The WebDesktop is a classic example of this platform: it allows users to manage software functions online and offline without having to set up any programs. It also helps to synchronize apps in computers and stats in cell phones devoid of any brand restrictions because they are all open source. Need one say that it helps to run simultaneous gadgets on the desktop because unlimited space is on the web? That marks it public face. The personal face lies in the simple fact that it synchronizes all functions that an individual with an affinity for infotainment would require without buying expensive equipment. One can play live games, trade in futures, network and do virtually everything that personality can allow.
HTML5 is another face of cloud computing that also endorses personal space while still exploiting the riches of the open source market in the pubic cloud. In fact, this technology is receiving rave reviews because it is cutting paths which restrictive technologies, such as those of smart phones, have cordoned off. There are no more ‘no trespassing’ signs with this web script. It is no wonder that it has earned recognition for helping the cloud grow across all gadgets.
WebDesktop has risen in esteem even after being a brainchild of HTML5. The former claims its technological base in the latter’s behest. This has improved the stakes of the growth of cloud computing for as the former platform brings hands on practical networking to the user, the latter acts as the script for all devices to read at the same time because of its open source characteristics.
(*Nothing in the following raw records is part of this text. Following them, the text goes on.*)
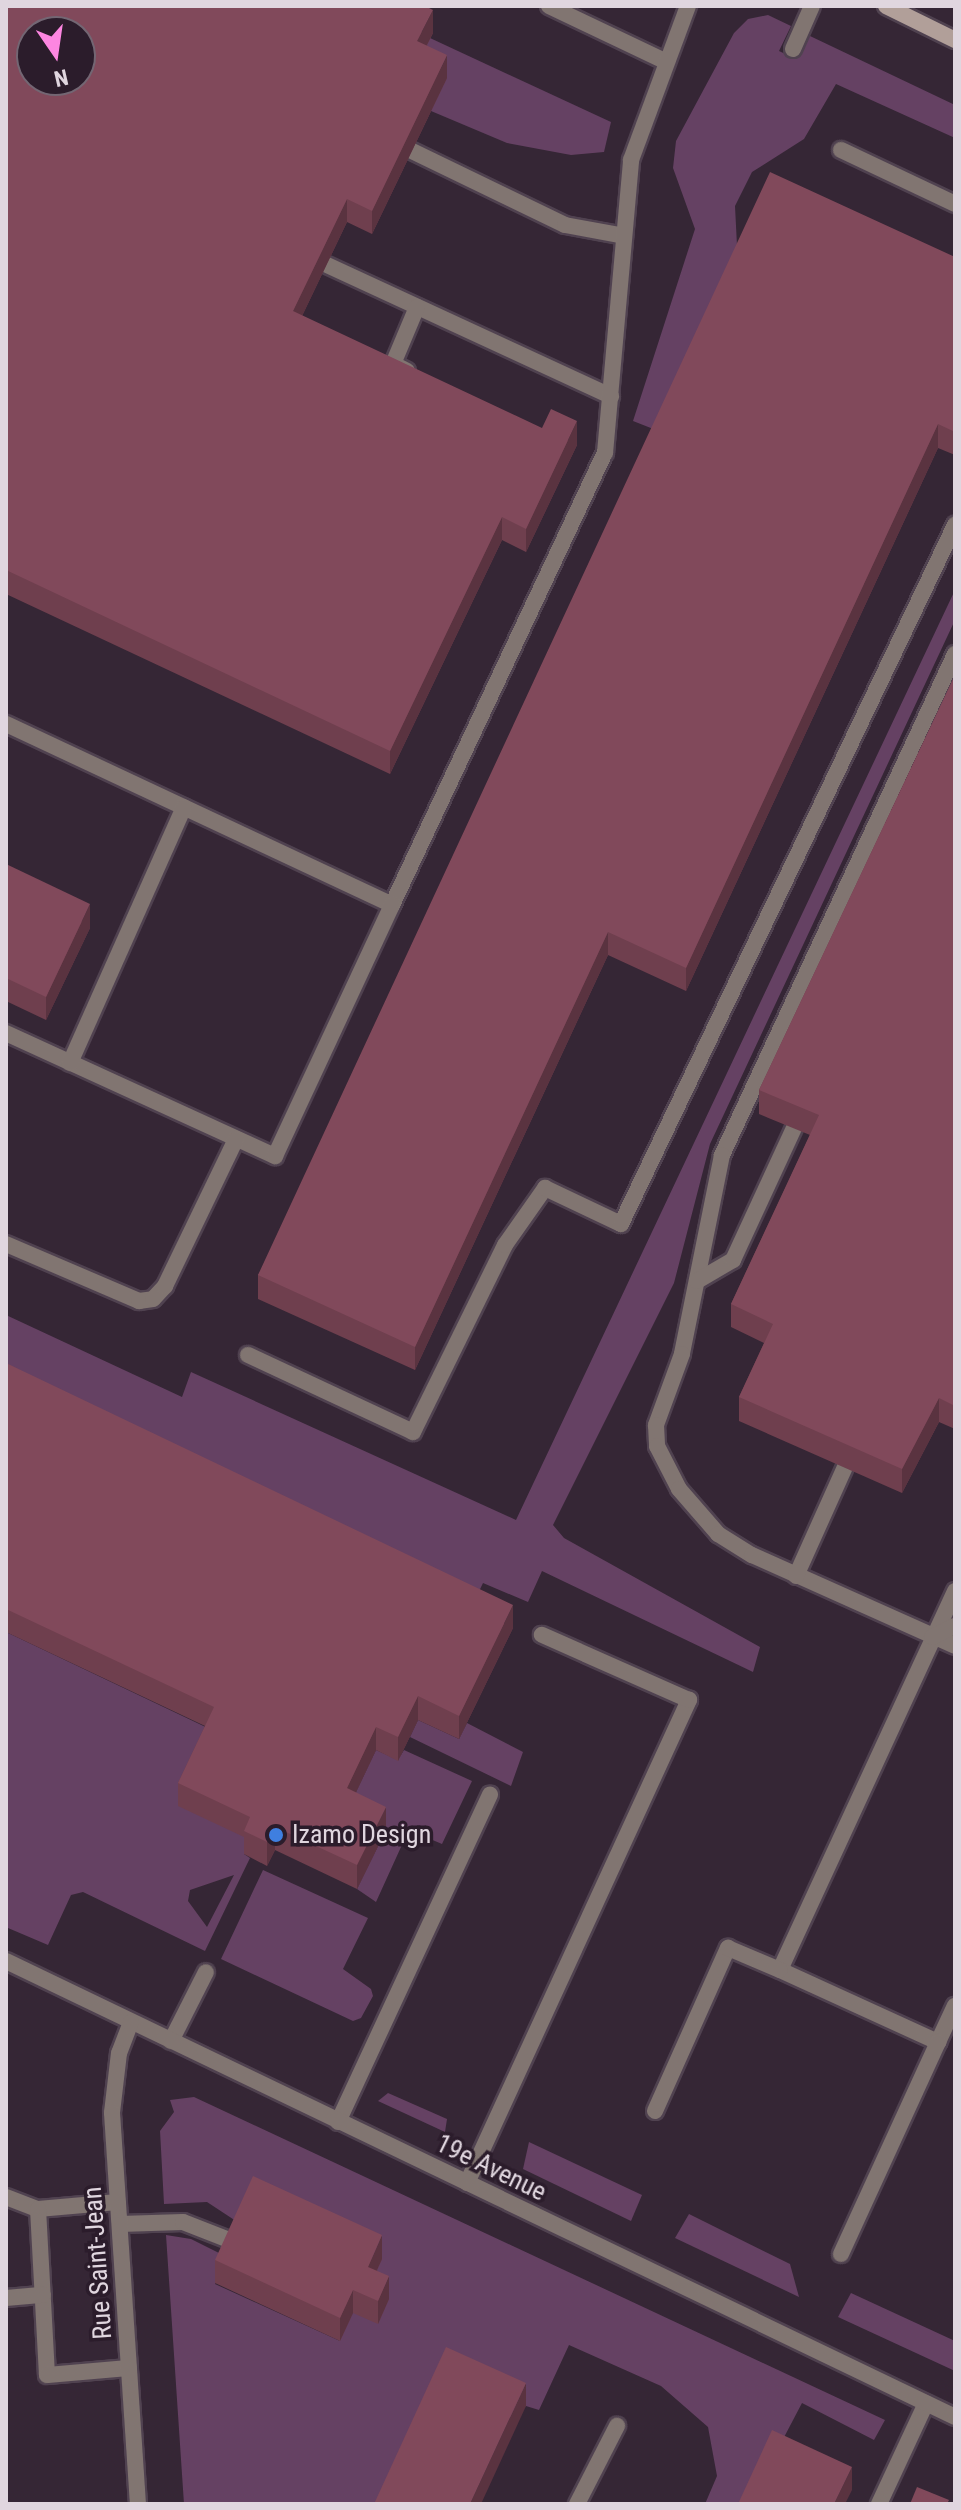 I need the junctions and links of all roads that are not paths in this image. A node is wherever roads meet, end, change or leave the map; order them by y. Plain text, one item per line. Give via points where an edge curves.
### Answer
1 (549, 6) edge
2 (688, 6) edge
3 (812, 6) edge
4 (886, 6) edge
5 (955, 40) edge
6 (793, 49) dead end
7 (665, 61) junction
8 (841, 150) dead end
9 (412, 151) edge
10 (955, 204) edge
11 (620, 235) junction
12 (327, 265) edge
13 (417, 307) junction
14 (418, 376) edge
15 (611, 396) junction
16 (955, 525) edge
17 (955, 654) edge
18 (6, 724) edge
19 (184, 807) junction
20 (392, 905) junction
21 (6, 1033) edge
22 (70, 1063) junction
23 (794, 1128) edge
24 (236, 1139) junction
25 (6, 1244) edge
26 (697, 1281) junction
27 (248, 1355) dead end
28 (845, 1467) edge
29 (796, 1576) junction
30 (955, 1591) edge
31 (955, 1626) edge
32 (542, 1635) dead end
33 (932, 1637) junction
34 (955, 1646) edge
35 (490, 1795) dead end
36 (6, 1961) edge
37 (780, 1970) junction
38 (206, 1972) dead end
39 (955, 2006) edge
40 (131, 2022) junction
41 (171, 2041) junction
42 (938, 2042) junction
43 (655, 2111) dead end
44 (338, 2122) junction
45 (467, 2183) junction
46 (6, 2197) edge
47 (118, 2202) junction
48 (38, 2209) junction
49 (120, 2224) junction
50 (234, 2242) edge
51 (841, 2254) dead end
52 (43, 2295) junction
53 (6, 2298) edge
54 (129, 2368) junction
55 (926, 2403) junction
56 (955, 2417) edge
57 (617, 2426) dead end
58 (138, 2504) edge
59 (577, 2504) edge
60 (879, 2504) edge

1 - 7 street
2 - 7 street
3 - 6 street
4 - 5 main road
7 - 11 street via 634,145
8 - 10 street
9 - 11 street via 565,225
11 - 15 street
12 - 13 street
13 - 14 street via 393,364
13 - 15 street
15 - 20 street via 605,453
16 - 27 street via 621,1224 545,1188 505,1245 413,1432
17 - 26 street via 722,1155
18 - 19 street
19 - 20 street
19 - 22 street
20 - 24 street via 275,1156
21 - 22 street
22 - 24 street
23 - 26 street via 733,1260
24 - 25 street via 165,1286 153,1299 139,1301
26 - 29 street via 682,1354 659,1407 657,1446 679,1489 718,1534
28 - 29 street
29 - 33 street
30 - 33 street
31 - 33 street
32 - 45 street via 689,1700
33 - 34 street
33 - 37 street
35 - 44 street
36 - 40 street, 19e Avenue
37 - 42 street
37 - 43 street via 728,1948
38 - 41 street
39 - 42 street
40 - 41 street, 19e Avenue
40 - 47 street, Rue Saint-Jean via 113,2084
41 - 44 street, 19e Avenue
42 - 51 street
44 - 45 street, 19e Avenue
45 - 55 street, 19e Avenue
46 - 48 street
47 - 48 street
47 - 49 street, Rue Saint-Jean
48 - 52 street
49 - 50 street via 183,2222
49 - 54 street, Rue Saint-Jean
52 - 53 street
52 - 54 street via 47,2375
54 - 58 street, Rue Saint-Jean
55 - 56 street, 19e Avenue
55 - 60 street
57 - 59 street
There are many mobile companies that are introducing the virtual desktop manager to their Smartphone customers. While some of the products need one to incorporate supporting programs on the CPU, the web-based models are instead using networked devices to install such programs. For example, a Smartphone user who employs WebDesktop does not have to bring on a supporting program in order to network, but just needs to update the same in the nearest network device/site that is offering the help. It’s as simple as logging in to an account and doing what the administrator commands for one to access a resource. Traditional desktop managers did not have such web facilitation although they would aid one to access web data and connect far and wide in a customary manner.
Across all fronts, the open source outlook of both HTMl5 and WebDesktop technologies account much for the compatibility in today’s cloud computing environment. They are platforms that will continue to open new boundaries where old programs will synchronize with novel ones.